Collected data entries
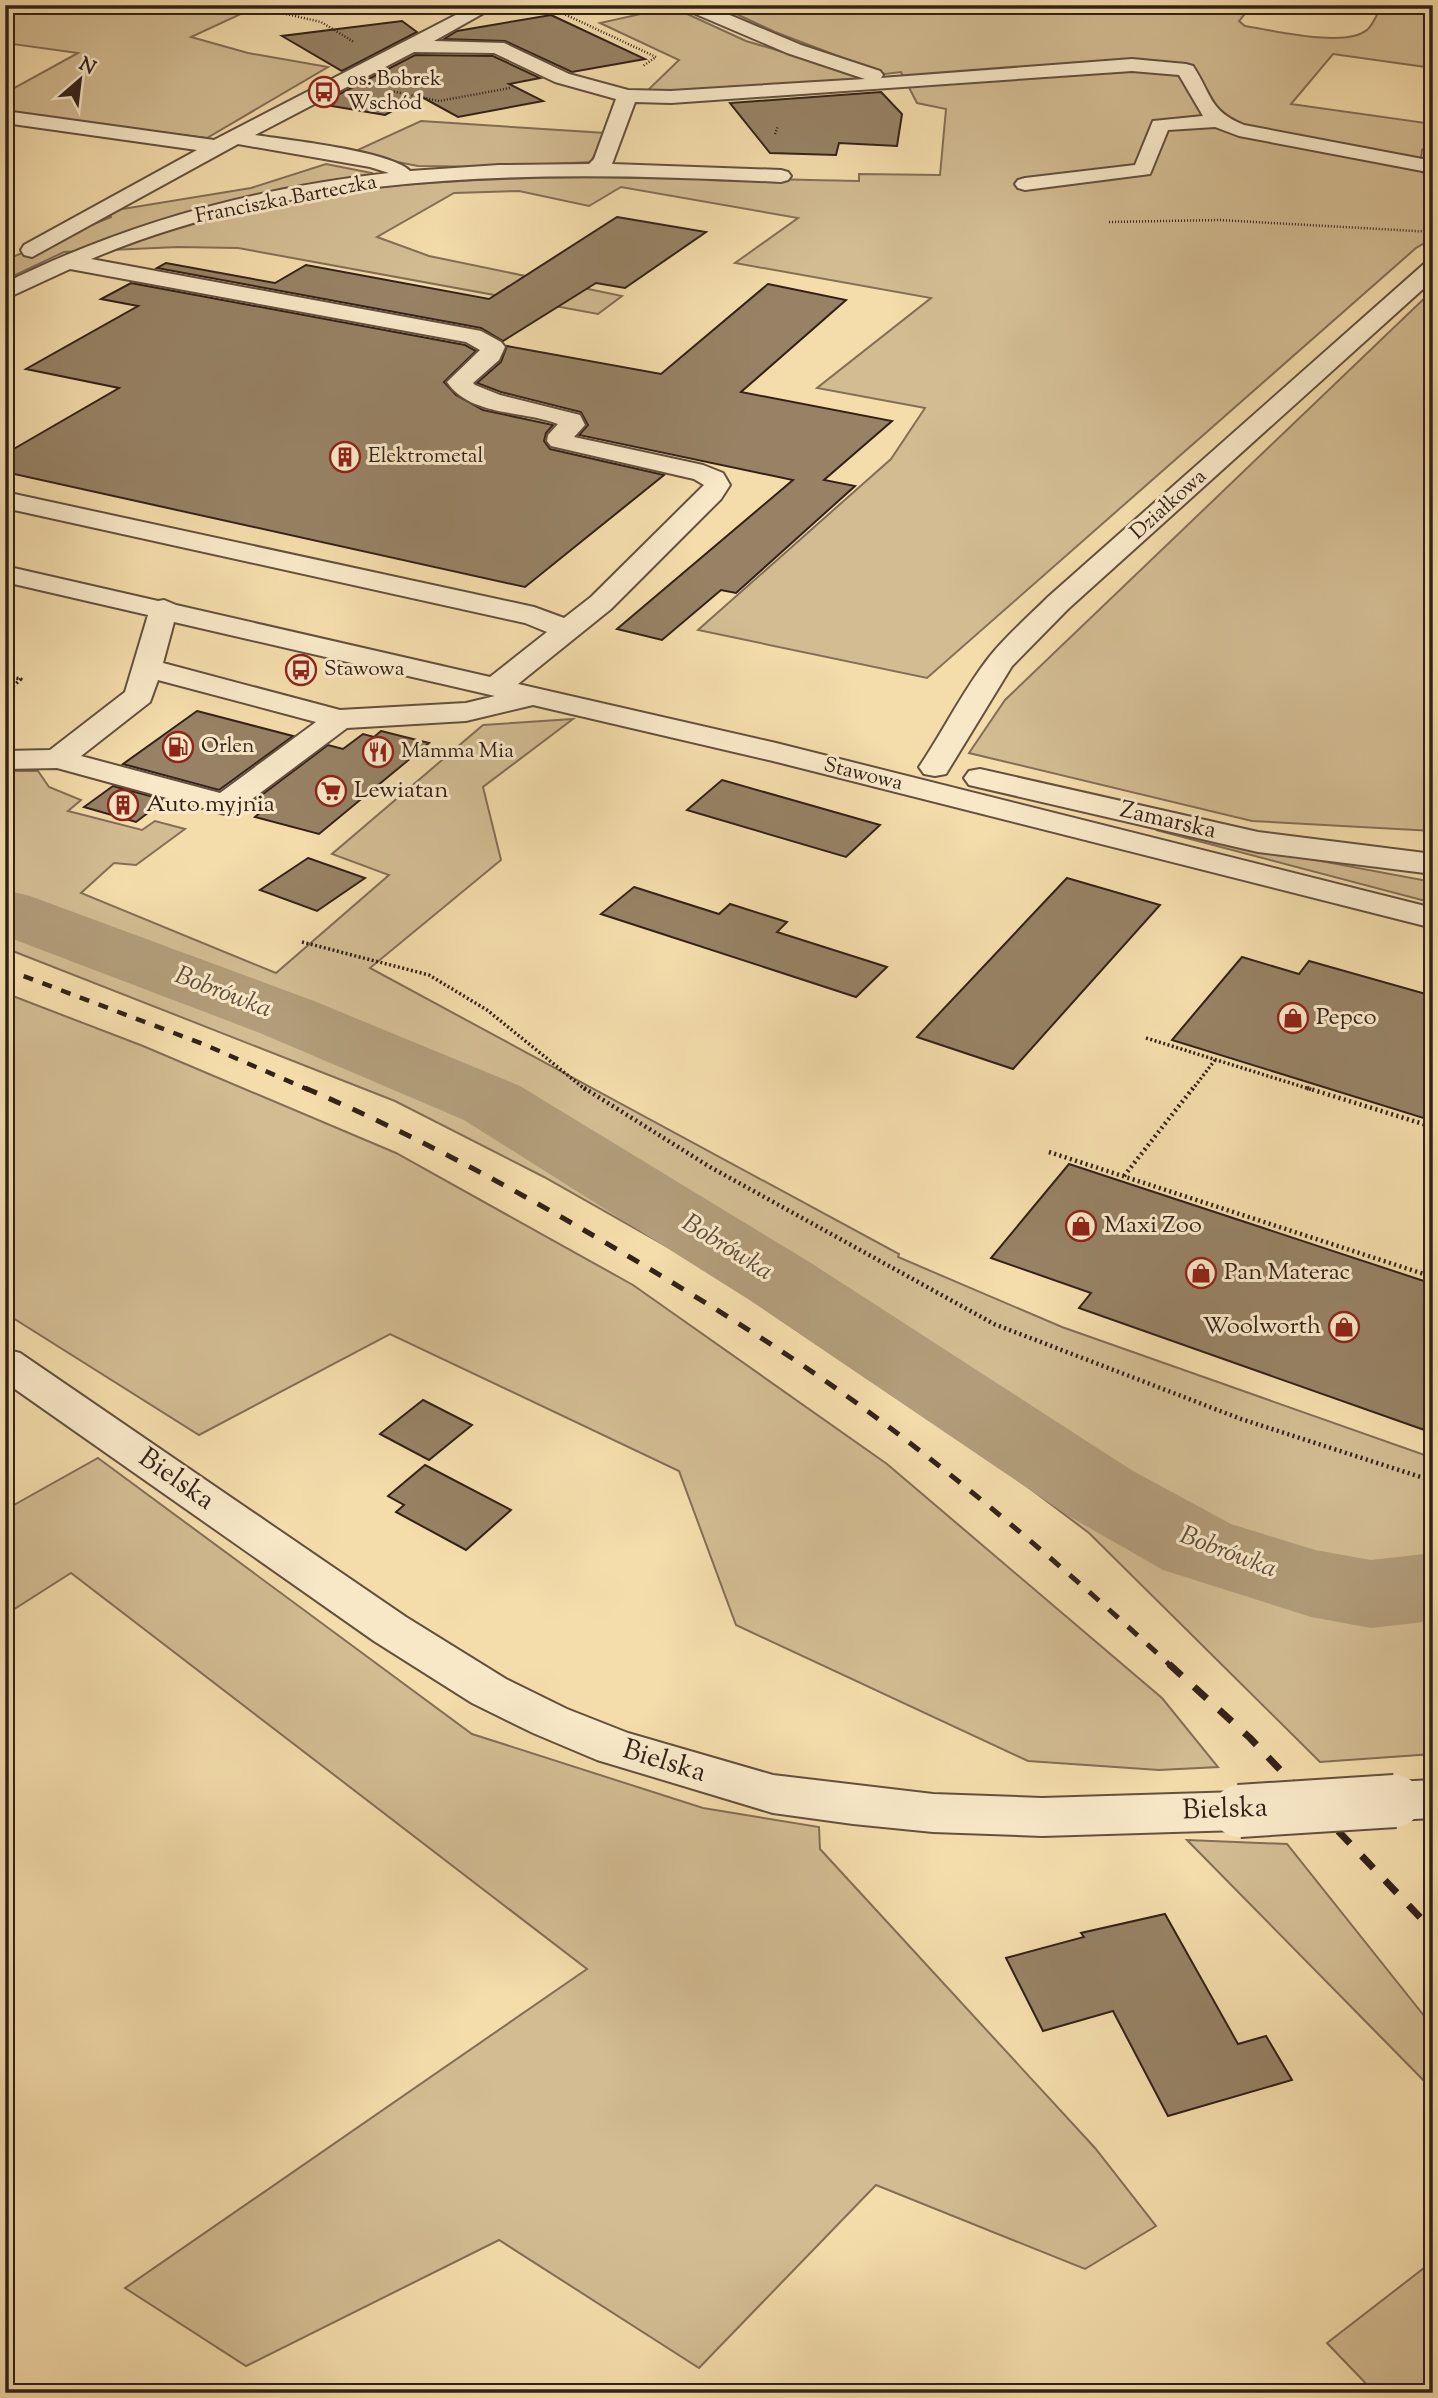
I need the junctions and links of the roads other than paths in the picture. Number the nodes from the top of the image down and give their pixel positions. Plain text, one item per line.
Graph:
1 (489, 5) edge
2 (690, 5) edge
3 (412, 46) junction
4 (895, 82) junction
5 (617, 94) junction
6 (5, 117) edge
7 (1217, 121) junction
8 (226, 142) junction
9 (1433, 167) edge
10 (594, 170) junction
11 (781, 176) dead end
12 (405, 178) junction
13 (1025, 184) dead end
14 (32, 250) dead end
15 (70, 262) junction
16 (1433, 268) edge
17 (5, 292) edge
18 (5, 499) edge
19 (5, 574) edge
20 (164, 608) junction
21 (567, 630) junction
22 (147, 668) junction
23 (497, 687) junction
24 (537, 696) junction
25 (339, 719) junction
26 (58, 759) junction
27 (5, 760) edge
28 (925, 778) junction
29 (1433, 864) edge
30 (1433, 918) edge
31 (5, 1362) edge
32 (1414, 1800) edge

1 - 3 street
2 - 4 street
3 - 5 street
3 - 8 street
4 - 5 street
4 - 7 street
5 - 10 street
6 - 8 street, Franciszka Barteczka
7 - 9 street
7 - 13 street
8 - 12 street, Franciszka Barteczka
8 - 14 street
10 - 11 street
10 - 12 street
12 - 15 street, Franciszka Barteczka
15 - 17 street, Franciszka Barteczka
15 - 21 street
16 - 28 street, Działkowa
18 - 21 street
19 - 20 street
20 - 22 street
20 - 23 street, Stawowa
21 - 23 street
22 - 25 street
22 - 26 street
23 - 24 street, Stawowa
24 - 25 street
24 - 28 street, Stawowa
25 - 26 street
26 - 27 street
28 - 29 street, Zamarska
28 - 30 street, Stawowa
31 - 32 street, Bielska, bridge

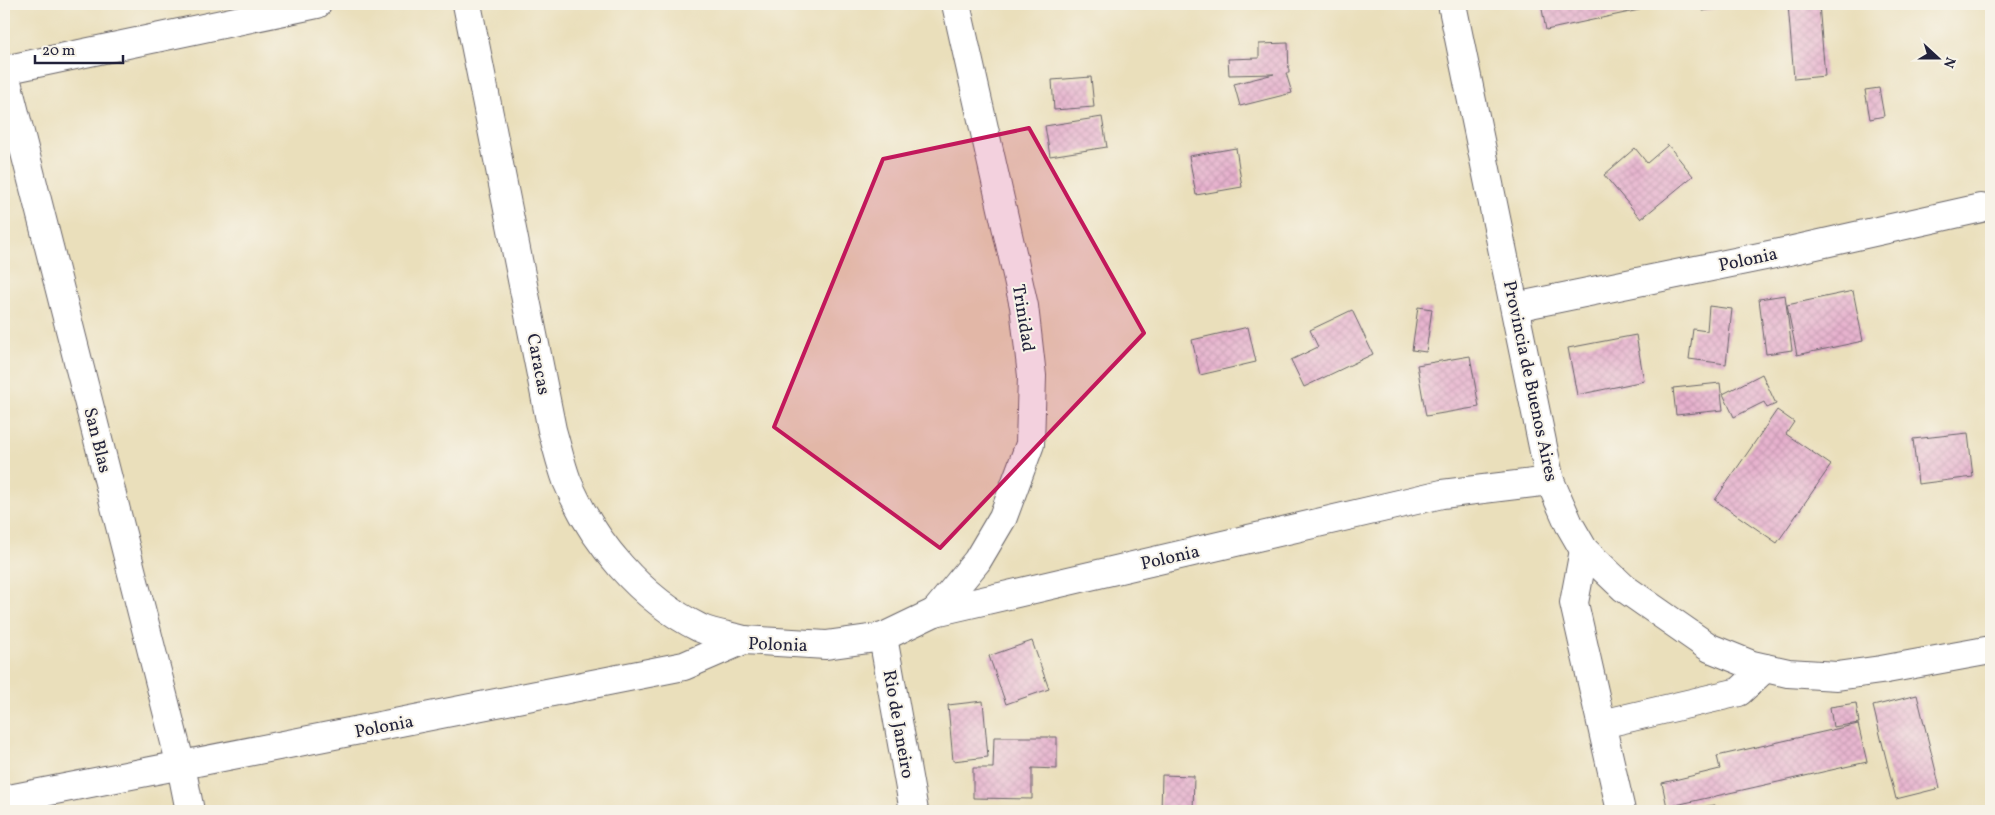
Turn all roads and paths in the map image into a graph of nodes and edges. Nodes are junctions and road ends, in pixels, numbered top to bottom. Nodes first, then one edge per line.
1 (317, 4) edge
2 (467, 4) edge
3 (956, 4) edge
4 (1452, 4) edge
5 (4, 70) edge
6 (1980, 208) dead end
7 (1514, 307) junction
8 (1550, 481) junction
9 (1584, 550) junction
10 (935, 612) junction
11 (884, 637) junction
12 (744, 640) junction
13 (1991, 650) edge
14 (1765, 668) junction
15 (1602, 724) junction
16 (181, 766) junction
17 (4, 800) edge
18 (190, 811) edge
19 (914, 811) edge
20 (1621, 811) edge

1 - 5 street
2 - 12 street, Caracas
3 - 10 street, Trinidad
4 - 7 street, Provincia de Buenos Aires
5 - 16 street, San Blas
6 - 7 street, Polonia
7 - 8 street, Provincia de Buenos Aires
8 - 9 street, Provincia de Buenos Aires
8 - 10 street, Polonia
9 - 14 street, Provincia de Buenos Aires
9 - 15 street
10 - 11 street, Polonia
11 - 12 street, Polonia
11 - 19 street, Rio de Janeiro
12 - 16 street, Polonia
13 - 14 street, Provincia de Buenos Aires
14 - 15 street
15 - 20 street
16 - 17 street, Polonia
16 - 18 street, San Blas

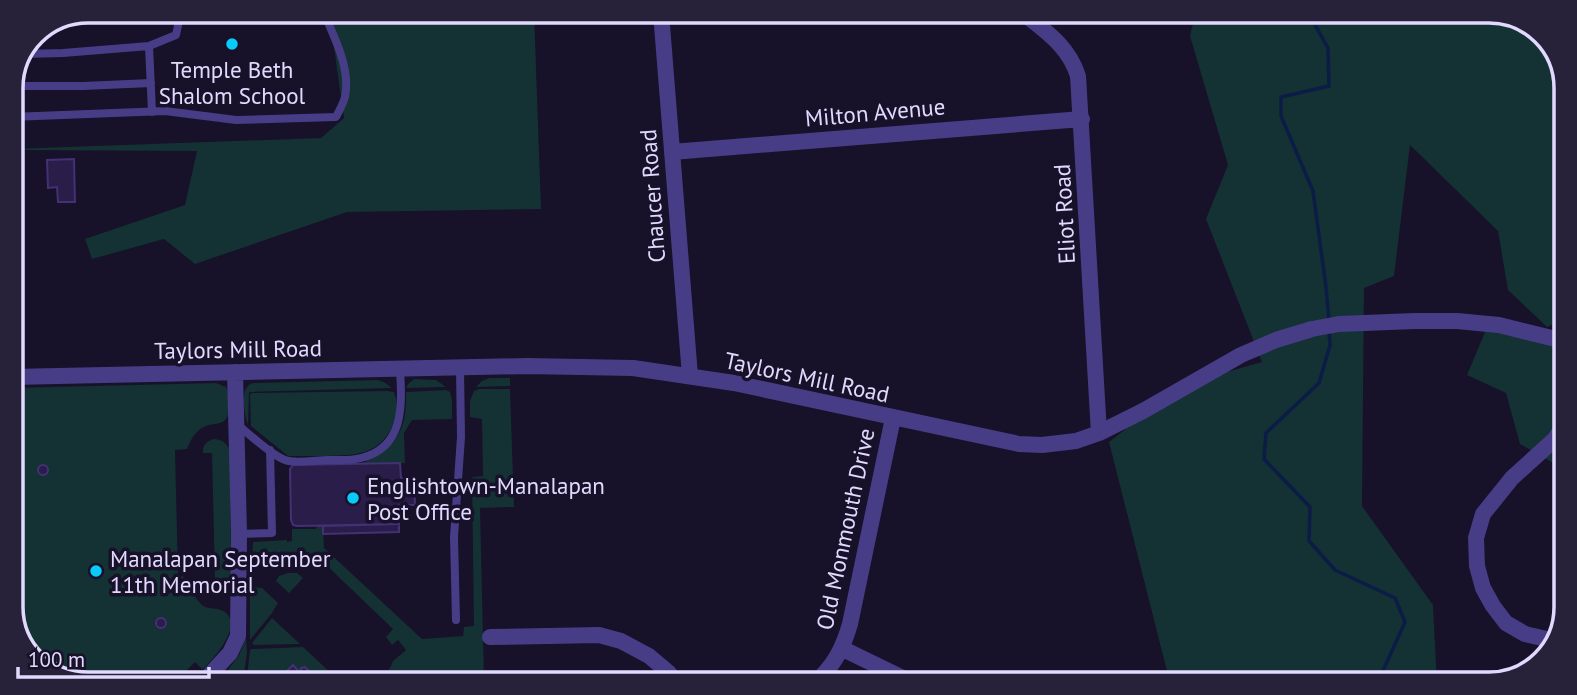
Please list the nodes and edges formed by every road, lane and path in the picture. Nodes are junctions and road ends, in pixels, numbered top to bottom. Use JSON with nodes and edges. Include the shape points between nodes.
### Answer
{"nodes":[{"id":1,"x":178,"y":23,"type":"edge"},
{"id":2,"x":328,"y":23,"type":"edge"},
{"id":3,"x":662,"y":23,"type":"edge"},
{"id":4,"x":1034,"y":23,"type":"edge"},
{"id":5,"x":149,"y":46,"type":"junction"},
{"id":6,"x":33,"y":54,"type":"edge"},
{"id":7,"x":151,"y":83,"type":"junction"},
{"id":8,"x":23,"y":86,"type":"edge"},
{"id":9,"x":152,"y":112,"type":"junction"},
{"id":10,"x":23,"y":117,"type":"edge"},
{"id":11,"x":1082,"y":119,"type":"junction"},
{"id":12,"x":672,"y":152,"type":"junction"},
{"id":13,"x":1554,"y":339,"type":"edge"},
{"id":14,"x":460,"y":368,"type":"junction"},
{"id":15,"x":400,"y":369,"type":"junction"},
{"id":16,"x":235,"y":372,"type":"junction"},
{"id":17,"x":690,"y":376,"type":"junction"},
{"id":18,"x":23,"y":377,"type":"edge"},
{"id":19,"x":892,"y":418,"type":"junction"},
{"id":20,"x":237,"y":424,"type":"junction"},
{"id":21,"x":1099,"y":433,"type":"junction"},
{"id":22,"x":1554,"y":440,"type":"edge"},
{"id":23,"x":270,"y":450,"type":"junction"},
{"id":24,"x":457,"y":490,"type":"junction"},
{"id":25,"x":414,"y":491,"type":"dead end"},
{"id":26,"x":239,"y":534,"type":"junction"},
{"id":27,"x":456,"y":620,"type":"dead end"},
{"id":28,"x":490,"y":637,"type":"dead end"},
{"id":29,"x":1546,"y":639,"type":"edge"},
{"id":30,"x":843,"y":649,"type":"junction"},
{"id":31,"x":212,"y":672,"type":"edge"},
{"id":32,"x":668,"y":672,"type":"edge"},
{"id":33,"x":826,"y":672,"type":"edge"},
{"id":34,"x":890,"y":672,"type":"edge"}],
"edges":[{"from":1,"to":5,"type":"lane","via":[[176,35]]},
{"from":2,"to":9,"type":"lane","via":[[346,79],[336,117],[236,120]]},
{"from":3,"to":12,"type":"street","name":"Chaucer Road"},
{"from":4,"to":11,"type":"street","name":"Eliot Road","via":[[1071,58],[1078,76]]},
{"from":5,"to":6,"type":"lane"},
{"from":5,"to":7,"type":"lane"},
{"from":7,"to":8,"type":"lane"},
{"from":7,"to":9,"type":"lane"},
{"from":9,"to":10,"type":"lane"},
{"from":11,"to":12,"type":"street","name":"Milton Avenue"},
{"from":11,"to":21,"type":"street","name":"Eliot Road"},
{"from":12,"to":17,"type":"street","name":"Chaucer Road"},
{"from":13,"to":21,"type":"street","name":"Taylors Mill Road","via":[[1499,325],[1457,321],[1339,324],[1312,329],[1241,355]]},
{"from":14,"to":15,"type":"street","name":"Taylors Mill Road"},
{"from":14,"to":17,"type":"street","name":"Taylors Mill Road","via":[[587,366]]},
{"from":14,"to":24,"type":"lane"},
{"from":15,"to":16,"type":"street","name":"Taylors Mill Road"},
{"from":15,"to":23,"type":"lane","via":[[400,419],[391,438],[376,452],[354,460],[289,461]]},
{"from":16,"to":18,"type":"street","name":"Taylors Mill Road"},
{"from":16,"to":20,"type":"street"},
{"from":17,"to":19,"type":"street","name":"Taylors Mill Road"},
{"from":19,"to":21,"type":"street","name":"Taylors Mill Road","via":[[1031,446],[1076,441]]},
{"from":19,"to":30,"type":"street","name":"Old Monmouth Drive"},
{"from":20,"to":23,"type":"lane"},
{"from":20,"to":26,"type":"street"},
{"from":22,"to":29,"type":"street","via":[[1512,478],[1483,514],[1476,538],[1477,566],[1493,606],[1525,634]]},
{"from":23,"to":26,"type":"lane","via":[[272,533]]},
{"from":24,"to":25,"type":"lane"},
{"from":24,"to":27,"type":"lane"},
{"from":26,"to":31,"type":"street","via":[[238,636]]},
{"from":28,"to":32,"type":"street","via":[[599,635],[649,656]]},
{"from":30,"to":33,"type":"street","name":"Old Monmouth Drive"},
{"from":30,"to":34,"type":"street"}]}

[Task item]:
Which of the lines above contain "Stawowa"? Return them all.

[Answer area]:
20 - 23 street, Stawowa
23 - 24 street, Stawowa
24 - 28 street, Stawowa
28 - 30 street, Stawowa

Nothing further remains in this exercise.